The simple takeaway from the Subprime Mortgage blow out was:

“It’s the Transparency, Stupid!”

Or to be more accurate, it was the lack of transparency. Lenders were being asked to trust credit rating labels that were paid for by the firms selling the loans. Actually the data was there, but many lenders chose to simply trust a surface rating rather than do the hard analysis.

As the Who sang: “Won’t get fooled again”

Institutional Lenders that lend into Alternative Finance P2P marketplaces now do the hard analysis and the marketplaces give them the tools to do this. Marketplaces want transactions but they are also fully aware that too many bad transactions will put their business in peril.

So, hope does spring eternal. Data can solve the problem because economic incentives are aligned to that.

However the danger lies in the P2P part of Alternative Finance P2P marketplaces.

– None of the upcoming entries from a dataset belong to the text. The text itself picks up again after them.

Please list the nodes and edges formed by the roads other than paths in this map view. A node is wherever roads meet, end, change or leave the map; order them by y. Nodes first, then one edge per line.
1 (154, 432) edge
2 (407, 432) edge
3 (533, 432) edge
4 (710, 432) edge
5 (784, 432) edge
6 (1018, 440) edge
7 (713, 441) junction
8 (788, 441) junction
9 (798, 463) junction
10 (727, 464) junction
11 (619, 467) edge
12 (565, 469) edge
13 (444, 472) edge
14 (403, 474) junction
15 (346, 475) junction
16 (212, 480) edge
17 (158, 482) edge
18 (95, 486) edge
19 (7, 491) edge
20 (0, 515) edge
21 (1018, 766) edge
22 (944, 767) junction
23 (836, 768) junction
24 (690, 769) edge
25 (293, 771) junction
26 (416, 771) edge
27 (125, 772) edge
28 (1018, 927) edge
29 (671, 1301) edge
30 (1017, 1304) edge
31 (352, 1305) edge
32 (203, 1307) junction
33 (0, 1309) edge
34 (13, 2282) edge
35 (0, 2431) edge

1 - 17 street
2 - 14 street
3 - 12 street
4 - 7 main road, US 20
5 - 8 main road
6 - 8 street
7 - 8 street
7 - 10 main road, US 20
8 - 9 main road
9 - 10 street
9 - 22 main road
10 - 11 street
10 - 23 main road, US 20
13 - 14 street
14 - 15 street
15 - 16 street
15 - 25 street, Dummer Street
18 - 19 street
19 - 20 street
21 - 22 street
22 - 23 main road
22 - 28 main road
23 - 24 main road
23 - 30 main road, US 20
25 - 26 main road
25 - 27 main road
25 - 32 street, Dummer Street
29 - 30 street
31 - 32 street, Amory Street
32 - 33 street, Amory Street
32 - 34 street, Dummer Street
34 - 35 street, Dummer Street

This was how the concept originated, but the reality today is that the lenders are mostly institutional funds. The retail lender can be divided into two types:

  • “Day Lenders”.They are like the day traders in the late 1990s and they are as savvy as the institutional lenders, with high speed trading rigs, tech and data analysis skills and a tough, fast moving trading mentality.This article from Lending Memo is good at explaining how they work. TL;DR summary, make sure you know how to code to an API. High Frequency Trading (HFT) sidelined the day traders, because they could not afford the co-located servers at the Exchanges. In Feb of this year, the FT reported on Lending Club and Prosper installing “speed bumps” (paywall link) in order to prevent this happening to P2P lending.
  • Retail Investors looking for extra income. The average consumer sees a headline rate and a credit badge put on by the marketplace and is so excited by that compared to what they get from a bank, money market fund or bond funds that they ignore the mandatory small print warnings. This is where a subprime mortgage type meltdown risk lurks.

Alternative Finance P2P marketplaces are currently in the fast money phase.

This is the world of Hedge Funds and tech savvy retail traders. They are are doing well on these marketplaces because the markets are still inefficient and opaque. They are arbitragers and that is a good business that rewards those who are fast, tech savvy, smart and tough. That is a good phase to go through. The next phase is where the big and more patient money will come in and that will bring down interest rates and the arbitragers will move onto the next inefficient and opaque marketplace. Efficiency, transparency and regulation is the big win for the Alternative Finance P2P marketplaces because they don’t care about the actual interest rate; all they care about is the volume of transactions from which they make their fee.

The upcoming IPO of Lending Club is bringing lots of new money into new marketplaces. Not all of them will be equally vigilant about protecting both sides of the marketplace. Most of them will fail because marketplaces always consolidate down to a few big ones (think NYSE vs NASDAQ). The danger to the whole ecosystem is that some nasty scandals from some unscrupulous players bring the whole concept into disrepute.